One, which Kirp emphasizes, is securing the resources for high-quality pre-K education. He cites the landmark Perry preschool experiment of the 1960s, which was costly and of high quality, with well-trained teachers earning public school teachers’ salaries and working with remarkably small classes of five children or so. How can any school system today, or state program, support such standards for large numbers of students? According to Kirp, spending is frequently inadequate: “Even as the numbers of children enrolled in pre-K grew by 20 percent between 2004 and 2006, the amount of money spent on each child was cut by nearly 10 percent, to $3,500…. While New Jersey spends $9,305 per pre-K youngster, other states spend less than a fourth as much.”

A second, which Kirp does not emphasize sufficiently, is how we determine quality and who sets the standards. He seems to take it for granted that public school salaries and authority are necessary for quality, and perhaps he is right. But this brings to mind the studies of the effectiveness of Catholic schools, which are not under public school authority and are not paying public school salaries.

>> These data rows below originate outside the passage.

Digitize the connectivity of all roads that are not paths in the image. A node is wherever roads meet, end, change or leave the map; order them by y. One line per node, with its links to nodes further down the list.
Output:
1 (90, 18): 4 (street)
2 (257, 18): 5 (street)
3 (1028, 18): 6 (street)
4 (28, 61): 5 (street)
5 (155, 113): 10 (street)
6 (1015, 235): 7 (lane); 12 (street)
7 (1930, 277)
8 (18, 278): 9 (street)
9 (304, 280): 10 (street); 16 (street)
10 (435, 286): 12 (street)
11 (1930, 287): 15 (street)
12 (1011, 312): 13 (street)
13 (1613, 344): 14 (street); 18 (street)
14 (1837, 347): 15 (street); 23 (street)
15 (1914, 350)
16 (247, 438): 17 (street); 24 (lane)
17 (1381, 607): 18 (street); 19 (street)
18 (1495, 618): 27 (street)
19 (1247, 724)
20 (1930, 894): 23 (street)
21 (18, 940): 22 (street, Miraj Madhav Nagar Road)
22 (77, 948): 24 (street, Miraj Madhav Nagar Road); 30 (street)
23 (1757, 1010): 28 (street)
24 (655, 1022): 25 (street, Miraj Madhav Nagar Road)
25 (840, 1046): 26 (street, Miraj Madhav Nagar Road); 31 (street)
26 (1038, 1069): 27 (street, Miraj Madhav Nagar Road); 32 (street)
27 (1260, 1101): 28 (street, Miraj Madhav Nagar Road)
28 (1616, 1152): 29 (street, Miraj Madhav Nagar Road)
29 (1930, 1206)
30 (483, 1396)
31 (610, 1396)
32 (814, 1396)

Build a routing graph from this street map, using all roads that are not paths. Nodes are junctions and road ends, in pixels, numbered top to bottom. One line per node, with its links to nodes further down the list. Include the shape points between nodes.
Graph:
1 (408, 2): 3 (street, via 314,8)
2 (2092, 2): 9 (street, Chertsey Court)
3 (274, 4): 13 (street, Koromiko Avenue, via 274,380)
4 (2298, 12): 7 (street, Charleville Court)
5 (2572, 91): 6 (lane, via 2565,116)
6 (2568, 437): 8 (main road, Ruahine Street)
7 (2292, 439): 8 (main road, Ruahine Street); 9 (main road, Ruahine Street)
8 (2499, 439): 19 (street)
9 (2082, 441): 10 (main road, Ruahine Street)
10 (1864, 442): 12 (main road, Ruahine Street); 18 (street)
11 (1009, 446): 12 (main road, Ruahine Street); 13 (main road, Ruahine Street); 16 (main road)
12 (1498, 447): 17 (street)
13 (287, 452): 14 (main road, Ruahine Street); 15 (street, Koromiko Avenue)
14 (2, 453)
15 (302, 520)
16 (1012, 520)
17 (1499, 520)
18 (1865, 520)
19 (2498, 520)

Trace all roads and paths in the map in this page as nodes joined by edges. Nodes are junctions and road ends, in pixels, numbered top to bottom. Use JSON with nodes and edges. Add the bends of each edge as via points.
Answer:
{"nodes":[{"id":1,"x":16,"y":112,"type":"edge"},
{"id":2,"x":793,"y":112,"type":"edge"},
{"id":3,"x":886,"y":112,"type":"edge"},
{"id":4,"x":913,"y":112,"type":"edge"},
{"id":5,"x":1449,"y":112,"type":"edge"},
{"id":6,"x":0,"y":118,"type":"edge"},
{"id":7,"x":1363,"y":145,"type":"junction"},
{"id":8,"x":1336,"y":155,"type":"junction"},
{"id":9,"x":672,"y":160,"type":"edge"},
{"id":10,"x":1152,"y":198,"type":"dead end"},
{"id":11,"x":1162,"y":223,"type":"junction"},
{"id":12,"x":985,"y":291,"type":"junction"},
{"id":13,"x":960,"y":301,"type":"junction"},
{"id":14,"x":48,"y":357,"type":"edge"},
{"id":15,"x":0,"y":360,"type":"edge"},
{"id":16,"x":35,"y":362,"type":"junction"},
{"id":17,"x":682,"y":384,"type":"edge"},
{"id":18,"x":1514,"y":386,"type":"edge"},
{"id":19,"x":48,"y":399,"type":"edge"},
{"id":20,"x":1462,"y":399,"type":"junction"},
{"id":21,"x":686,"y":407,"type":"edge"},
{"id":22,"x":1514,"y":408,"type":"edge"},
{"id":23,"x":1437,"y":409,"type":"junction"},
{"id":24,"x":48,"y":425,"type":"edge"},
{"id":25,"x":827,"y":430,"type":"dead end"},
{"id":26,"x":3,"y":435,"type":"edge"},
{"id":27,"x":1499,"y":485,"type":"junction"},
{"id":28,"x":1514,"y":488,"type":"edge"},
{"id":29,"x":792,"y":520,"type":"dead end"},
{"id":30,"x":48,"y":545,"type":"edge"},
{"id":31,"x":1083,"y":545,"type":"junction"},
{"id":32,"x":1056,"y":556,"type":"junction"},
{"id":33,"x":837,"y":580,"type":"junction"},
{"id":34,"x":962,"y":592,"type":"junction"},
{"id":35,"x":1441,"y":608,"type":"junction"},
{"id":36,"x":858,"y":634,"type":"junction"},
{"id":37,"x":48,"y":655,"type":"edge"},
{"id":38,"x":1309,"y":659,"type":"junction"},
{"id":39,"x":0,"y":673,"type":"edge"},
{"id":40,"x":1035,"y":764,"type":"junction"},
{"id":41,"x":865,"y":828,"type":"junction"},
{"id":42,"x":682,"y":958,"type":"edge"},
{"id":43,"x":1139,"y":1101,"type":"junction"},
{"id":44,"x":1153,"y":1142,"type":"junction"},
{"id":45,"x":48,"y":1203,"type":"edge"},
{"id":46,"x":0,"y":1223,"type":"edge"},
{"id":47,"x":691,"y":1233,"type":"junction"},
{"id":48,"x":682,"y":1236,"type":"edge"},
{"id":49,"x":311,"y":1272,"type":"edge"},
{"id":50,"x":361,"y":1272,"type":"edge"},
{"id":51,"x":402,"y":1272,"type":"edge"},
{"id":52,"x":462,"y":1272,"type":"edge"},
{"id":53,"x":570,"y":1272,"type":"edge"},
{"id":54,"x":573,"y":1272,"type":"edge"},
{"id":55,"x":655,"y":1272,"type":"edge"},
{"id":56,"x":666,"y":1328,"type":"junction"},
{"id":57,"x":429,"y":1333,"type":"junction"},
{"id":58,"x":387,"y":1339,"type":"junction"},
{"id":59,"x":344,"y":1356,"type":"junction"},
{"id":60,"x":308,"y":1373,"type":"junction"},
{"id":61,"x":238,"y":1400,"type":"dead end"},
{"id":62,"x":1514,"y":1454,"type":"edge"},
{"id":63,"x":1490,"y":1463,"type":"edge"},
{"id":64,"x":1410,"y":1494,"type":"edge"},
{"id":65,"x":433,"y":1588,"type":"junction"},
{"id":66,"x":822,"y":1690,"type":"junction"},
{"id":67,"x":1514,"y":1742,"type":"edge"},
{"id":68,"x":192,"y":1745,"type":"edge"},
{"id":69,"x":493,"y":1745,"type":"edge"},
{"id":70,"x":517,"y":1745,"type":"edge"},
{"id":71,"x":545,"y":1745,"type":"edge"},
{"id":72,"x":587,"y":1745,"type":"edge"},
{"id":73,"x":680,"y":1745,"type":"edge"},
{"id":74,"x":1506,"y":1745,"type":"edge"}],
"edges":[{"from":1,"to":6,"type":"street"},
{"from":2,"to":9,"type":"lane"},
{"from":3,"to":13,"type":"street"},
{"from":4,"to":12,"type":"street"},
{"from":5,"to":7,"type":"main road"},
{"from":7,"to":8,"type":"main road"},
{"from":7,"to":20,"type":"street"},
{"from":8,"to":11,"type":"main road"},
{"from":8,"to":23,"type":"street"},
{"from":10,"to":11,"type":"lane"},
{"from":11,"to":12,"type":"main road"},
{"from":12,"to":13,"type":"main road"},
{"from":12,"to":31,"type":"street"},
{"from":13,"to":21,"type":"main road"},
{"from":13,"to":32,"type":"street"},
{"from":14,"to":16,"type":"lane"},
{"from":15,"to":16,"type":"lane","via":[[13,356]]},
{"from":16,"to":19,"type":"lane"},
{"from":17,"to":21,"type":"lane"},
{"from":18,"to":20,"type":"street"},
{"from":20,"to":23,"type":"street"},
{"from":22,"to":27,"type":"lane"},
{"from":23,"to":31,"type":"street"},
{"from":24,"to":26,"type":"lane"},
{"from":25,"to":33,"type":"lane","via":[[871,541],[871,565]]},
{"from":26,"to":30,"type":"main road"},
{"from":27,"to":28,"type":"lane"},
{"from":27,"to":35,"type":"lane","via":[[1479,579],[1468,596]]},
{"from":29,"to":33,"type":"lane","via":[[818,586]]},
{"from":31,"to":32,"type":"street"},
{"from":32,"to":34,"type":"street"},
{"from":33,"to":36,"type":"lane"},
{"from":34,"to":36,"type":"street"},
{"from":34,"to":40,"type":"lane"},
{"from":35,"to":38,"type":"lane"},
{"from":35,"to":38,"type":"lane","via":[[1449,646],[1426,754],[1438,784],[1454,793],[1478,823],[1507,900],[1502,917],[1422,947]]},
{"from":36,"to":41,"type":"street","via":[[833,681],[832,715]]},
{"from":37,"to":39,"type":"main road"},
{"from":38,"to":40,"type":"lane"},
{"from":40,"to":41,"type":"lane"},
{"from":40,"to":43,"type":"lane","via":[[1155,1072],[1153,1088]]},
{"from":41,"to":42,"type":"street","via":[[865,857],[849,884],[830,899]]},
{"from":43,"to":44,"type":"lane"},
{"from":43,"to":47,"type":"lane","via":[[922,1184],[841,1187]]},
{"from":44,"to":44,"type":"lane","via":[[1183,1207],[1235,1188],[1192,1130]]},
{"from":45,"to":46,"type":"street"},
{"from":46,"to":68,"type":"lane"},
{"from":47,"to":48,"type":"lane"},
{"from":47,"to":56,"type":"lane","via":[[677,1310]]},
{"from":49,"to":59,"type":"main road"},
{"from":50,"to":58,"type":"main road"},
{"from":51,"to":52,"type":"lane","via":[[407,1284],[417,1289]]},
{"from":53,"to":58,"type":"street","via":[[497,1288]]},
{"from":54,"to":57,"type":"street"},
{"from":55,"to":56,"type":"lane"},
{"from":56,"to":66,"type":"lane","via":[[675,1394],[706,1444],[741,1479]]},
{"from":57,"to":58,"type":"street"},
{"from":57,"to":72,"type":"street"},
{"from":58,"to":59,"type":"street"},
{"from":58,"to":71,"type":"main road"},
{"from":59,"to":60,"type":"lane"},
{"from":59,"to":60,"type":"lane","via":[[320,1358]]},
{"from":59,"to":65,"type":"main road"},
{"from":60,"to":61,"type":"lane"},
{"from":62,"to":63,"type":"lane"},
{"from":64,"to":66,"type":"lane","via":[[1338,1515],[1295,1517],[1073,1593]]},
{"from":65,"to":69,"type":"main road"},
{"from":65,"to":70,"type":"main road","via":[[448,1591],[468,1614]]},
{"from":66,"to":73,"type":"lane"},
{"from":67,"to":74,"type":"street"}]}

A third issue is how closely pre-K education should be linked to the public schools. Kirp notes that “politicians have made market sovereignty and parental choice the policy bywords,” and as a result, in Florida, for-profit and faith-based preschools enroll 88 percent of the state’s four-year-olds. The quality as measured by teacher salaries and credentials is low, and faith-based schools feel free to teach the faith. But others think the Florida pre-K program is better than Kirp’s description suggests. He recognizes the virtue of competition between different systems and approaches, but rather reluctantly.

A fourth is the topic of what we have to call “curriculum”: learning readiness, not just care, is today an important criterion for the judgment of pre-K schooling. Kirp prefers a developmental approach, as do almost all authorities. But one wonders whether something more systematic, such as direct teaching, may not be more suitable for children from low-income and working-class families. Some research suggests as much. One is not reassured of Kirp’s full grasp of this matter when he places “Allan Bloom and E.B. Hirsch” [sic] together on one side of the issue, Jonathan Kozol and Jean Piaget on the other. It is possible to prefer the combination of E.D. Hirsch and Jean Piaget.

Finally, a key issue given little attention in the book is the continuing wide educational disadvantage of poor, particularly black, children, and the hope that educational intervention in the early years may reduce it. Kirp quotes researchers who report that “by the time they are four years old, children growing up in poor families have been exposed to 32 million fewer spoken words than those whose parents are professionals. Four-year-olds from professional families have larger vocabularies than the parents of the poorest three-year-olds.” We have known this for a half century or more. Remedying this seems to call for a degree of intervention in family affairs that no public authority is willing to undertake, and that would give anyone pause. Isn’t there a role for pre-K education to at least narrow the odds?

Kirp has written a remarkably well-researched and comprehensive book on where we stand today on pre-K education. The variety of approaches different states have taken to extend education downward is impressive, and it is hard to see how or whether any “one best system” will emerge. Here is an issue that clearly deserves more research and fuller exploration.

Nathan Glazer is professor emeritus of education and sociology at Harvard University.